I grandi colossi sono i primi a peccare di falsa inclusività
Gli esempi di rainbow washing possono essere tantissimi, e generalmente vengono quasi sempre dagli insospettabili. Nike per esempio, ha più volte annunciato un merchandising gay-frendly senza mai apportare un aiuto concreto, anzi al contrario,investendo più volte nel lavoro shiavile.
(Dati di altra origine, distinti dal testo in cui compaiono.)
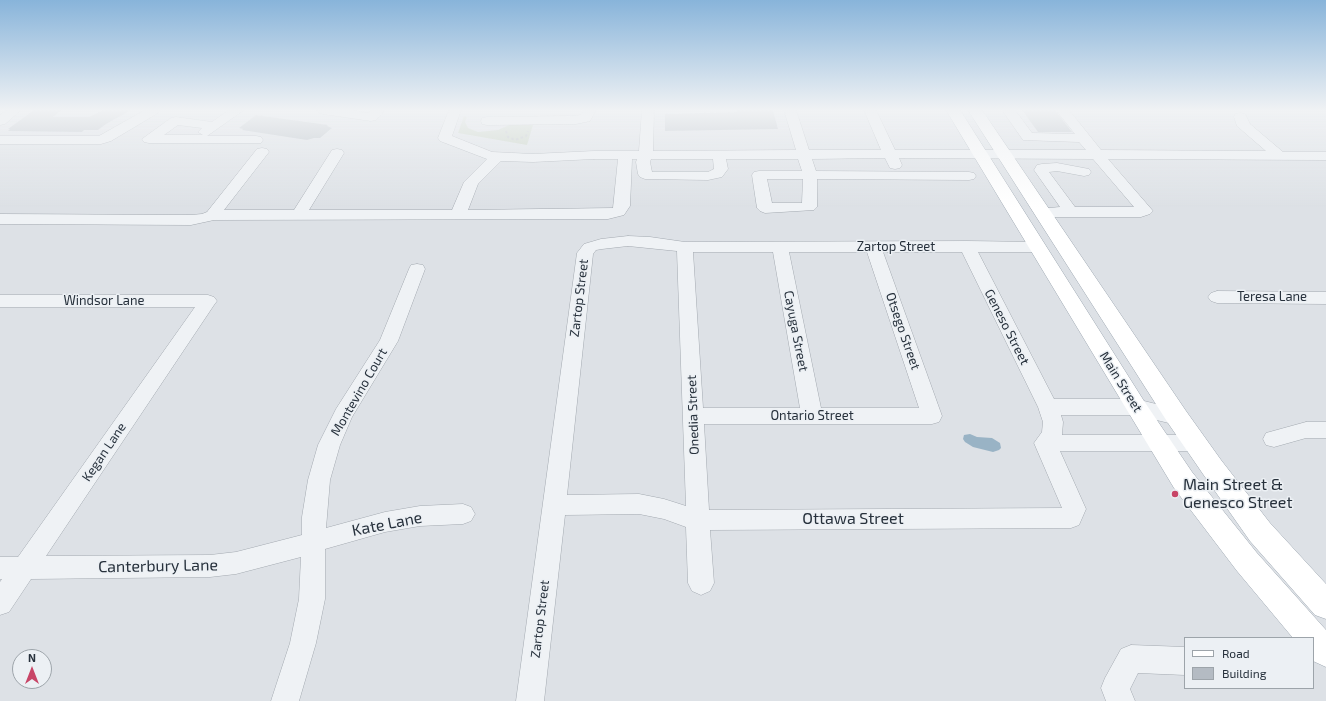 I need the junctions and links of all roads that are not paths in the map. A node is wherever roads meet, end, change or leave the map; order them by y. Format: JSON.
{"nodes":[{"id":1,"x":229,"y":143,"type":"edge"},
{"id":2,"x":457,"y":143,"type":"edge"},
{"id":3,"x":647,"y":143,"type":"edge"},
{"id":4,"x":800,"y":143,"type":"edge"},
{"id":5,"x":885,"y":143,"type":"edge"},
{"id":6,"x":973,"y":143,"type":"edge"},
{"id":7,"x":997,"y":143,"type":"edge"},
{"id":8,"x":1087,"y":143,"type":"edge"},
{"id":9,"x":1264,"y":143,"type":"edge"},
{"id":10,"x":338,"y":153,"type":"dead end"},
{"id":11,"x":1005,"y":154,"type":"junction"},
{"id":12,"x":1097,"y":154,"type":"junction"},
{"id":13,"x":625,"y":155,"type":"junction"},
{"id":14,"x":646,"y":155,"type":"junction"},
{"id":15,"x":719,"y":155,"type":"junction"},
{"id":16,"x":804,"y":155,"type":"junction"},
{"id":17,"x":891,"y":155,"type":"junction"},
{"id":18,"x":980,"y":155,"type":"junction"},
{"id":19,"x":498,"y":156,"type":"junction"},
{"id":20,"x":1280,"y":156,"type":"junction"},
{"id":21,"x":1326,"y":156,"type":"edge"},
{"id":22,"x":1084,"y":172,"type":"dead end"},
{"id":23,"x":900,"y":175,"type":"junction"},
{"id":24,"x":969,"y":176,"type":"dead end"},
{"id":25,"x":1043,"y":212,"type":"junction"},
{"id":26,"x":1071,"y":212,"type":"junction"},
{"id":27,"x":212,"y":215,"type":"junction"},
{"id":28,"x":299,"y":215,"type":"junction"},
{"id":29,"x":458,"y":215,"type":"junction"},
{"id":30,"x":0,"y":219,"type":"edge"},
{"id":31,"x":966,"y":246,"type":"junction"},
{"id":32,"x":685,"y":247,"type":"junction"},
{"id":33,"x":780,"y":247,"type":"junction"},
{"id":34,"x":873,"y":247,"type":"junction"},
{"id":35,"x":1038,"y":247,"type":"junction"},
{"id":36,"x":417,"y":269,"type":"dead end"},
{"id":37,"x":1217,"y":297,"type":"dead end"},
{"id":38,"x":1326,"y":298,"type":"edge"},
{"id":39,"x":7,"y":301,"type":"edge"},
{"id":40,"x":208,"y":301,"type":"joint"},
{"id":41,"x":0,"y":315,"type":"edge"},
{"id":42,"x":1048,"y":407,"type":"junction"},
{"id":43,"x":1136,"y":407,"type":"junction"},
{"id":44,"x":812,"y":415,"type":"junction"},
{"id":45,"x":693,"y":416,"type":"junction"},
{"id":46,"x":932,"y":416,"type":"joint"},
{"id":47,"x":1177,"y":417,"type":"junction"},
{"id":48,"x":1326,"y":430,"type":"edge"},
{"id":49,"x":1274,"y":439,"type":"dead end"},
{"id":50,"x":1045,"y":443,"type":"junction"},
{"id":51,"x":1159,"y":443,"type":"junction"},
{"id":52,"x":1195,"y":443,"type":"junction"},
{"id":53,"x":554,"y":505,"type":"junction"},
{"id":54,"x":463,"y":514,"type":"dead end"},
{"id":55,"x":697,"y":520,"type":"junction"},
{"id":56,"x":313,"y":543,"type":"junction"},
{"id":57,"x":0,"y":568,"type":"edge"},
{"id":58,"x":24,"y":568,"type":"junction"},
{"id":59,"x":701,"y":583,"type":"dead end"},
{"id":60,"x":0,"y":603,"type":"edge"},
{"id":61,"x":1326,"y":605,"type":"edge"},
{"id":62,"x":1312,"y":637,"type":"edge"},
{"id":63,"x":1314,"y":639,"type":"edge"},
{"id":64,"x":1326,"y":652,"type":"edge"},
{"id":65,"x":1184,"y":661,"type":"edge"},
{"id":66,"x":285,"y":701,"type":"edge"},
{"id":67,"x":530,"y":701,"type":"edge"},
{"id":68,"x":1121,"y":701,"type":"edge"}],
"edges":[{"from":1,"to":27,"type":"street"},
{"from":2,"to":19,"type":"street"},
{"from":3,"to":14,"type":"street"},
{"from":4,"to":16,"type":"street"},
{"from":5,"to":17,"type":"street"},
{"from":6,"to":18,"type":"main road","name":"Main Street"},
{"from":7,"to":11,"type":"main road","name":"Main Street"},
{"from":8,"to":12,"type":"street"},
{"from":9,"to":20,"type":"street"},
{"from":10,"to":28,"type":"street"},
{"from":11,"to":12,"type":"street"},
{"from":11,"to":18,"type":"street"},
{"from":11,"to":25,"type":"main road","name":"Main Street"},
{"from":12,"to":20,"type":"street"},
{"from":12,"to":26,"type":"street"},
{"from":13,"to":14,"type":"street"},
{"from":13,"to":19,"type":"street"},
{"from":13,"to":29,"type":"street"},
{"from":14,"to":15,"type":"street"},
{"from":14,"to":15,"type":"street"},
{"from":15,"to":16,"type":"street"},
{"from":16,"to":17,"type":"street"},
{"from":16,"to":23,"type":"street"},
{"from":17,"to":18,"type":"street"},
{"from":17,"to":23,"type":"street"},
{"from":18,"to":35,"type":"main road","name":"Main Street"},
{"from":19,"to":29,"type":"street"},
{"from":20,"to":21,"type":"street"},
{"from":22,"to":26,"type":"street"},
{"from":23,"to":24,"type":"street"},
{"from":25,"to":26,"type":"street"},
{"from":25,"to":47,"type":"main road","name":"Main Street"},
{"from":27,"to":28,"type":"street"},
{"from":27,"to":30,"type":"street"},
{"from":28,"to":29,"type":"street"},
{"from":31,"to":34,"type":"street","name":"Zartop Street"},
{"from":31,"to":35,"type":"street","name":"Zartop Street"},
{"from":31,"to":42,"type":"street","name":"Geneso Street"},
{"from":32,"to":33,"type":"street","name":"Zartop Street"},
{"from":32,"to":45,"type":"street","name":"Onedia Street"},
{"from":32,"to":53,"type":"street","name":"Zartop Street"},
{"from":33,"to":34,"type":"street","name":"Zartop Street"},
{"from":33,"to":44,"type":"street","name":"Cayuga Street"},
{"from":34,"to":46,"type":"street","name":"Otsego Street"},
{"from":35,"to":43,"type":"main road","name":"Main Street"},
{"from":36,"to":56,"type":"street","name":"Montevino Court"},
{"from":37,"to":38,"type":"street","name":"Teresa Lane"},
{"from":39,"to":40,"type":"street","name":"Windsor Lane"},
{"from":39,"to":41,"type":"street"},
{"from":40,"to":58,"type":"street","name":"Kegan Lane"},
{"from":42,"to":43,"type":"street"},
{"from":42,"to":50,"type":"street","name":"Geneso Street"},
{"from":43,"to":47,"type":"street"},
{"from":43,"to":51,"type":"main road","name":"Main Street"},
{"from":44,"to":45,"type":"street","name":"Ontario Street"},
{"from":44,"to":46,"type":"street","name":"Ontario Street"},
{"from":45,"to":55,"type":"street","name":"Onedia Street"},
{"from":47,"to":52,"type":"main road","name":"Main Street"},
{"from":48,"to":49,"type":"street"},
{"from":50,"to":51,"type":"street"},
{"from":50,"to":55,"type":"street","name":"Ottawa Street"},
{"from":51,"to":52,"type":"street"},
{"from":51,"to":62,"type":"main road","name":"Main Street"},
{"from":52,"to":61,"type":"main road","name":"Main Street"},
{"from":53,"to":55,"type":"street","name":"Ottawa Street"},
{"from":53,"to":67,"type":"street","name":"Zartop Street"},
{"from":54,"to":56,"type":"street","name":"Kate Lane"},
{"from":55,"to":59,"type":"street","name":"Onedia Street"},
{"from":56,"to":58,"type":"street","name":"Canterbury Lane"},
{"from":56,"to":66,"type":"street","name":"Montevino Court"},
{"from":57,"to":58,"type":"street","name":"Canterbury Lane"},
{"from":58,"to":60,"type":"street","name":"Kegan Lane"},
{"from":63,"to":64,"type":"main road","name":"Main Street"},
{"from":65,"to":68,"type":"street"}]}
Potremmo portare l’esempio di colossi come Google che, nonostante abbia sostenuto vari pride americani, ha contemporaneamente donato ben 178.000 dollari a politici anti LGBTQ.
Cosa succede quando il rainbow washing arriva sui social?
Altro tratto caratteristico del rainbow washing è quello di portare sulle pagine social di multinazionali e grandi società esponenti della comunità LGBTQ, con il fine di sponsorizzare i loro prodotti per mostrare quanto il loro brand sia inclusivo.
Per contrastare il rainbow washing è nato il movimento #WhoMadeMyPridemerch (chi ha creato la mia merce per il Pride) ad opera di Izzy McLeod che denuncia i brand che fanno uso di rainbow washing con la speranza di un cambio di rotta da parte dei consumatori.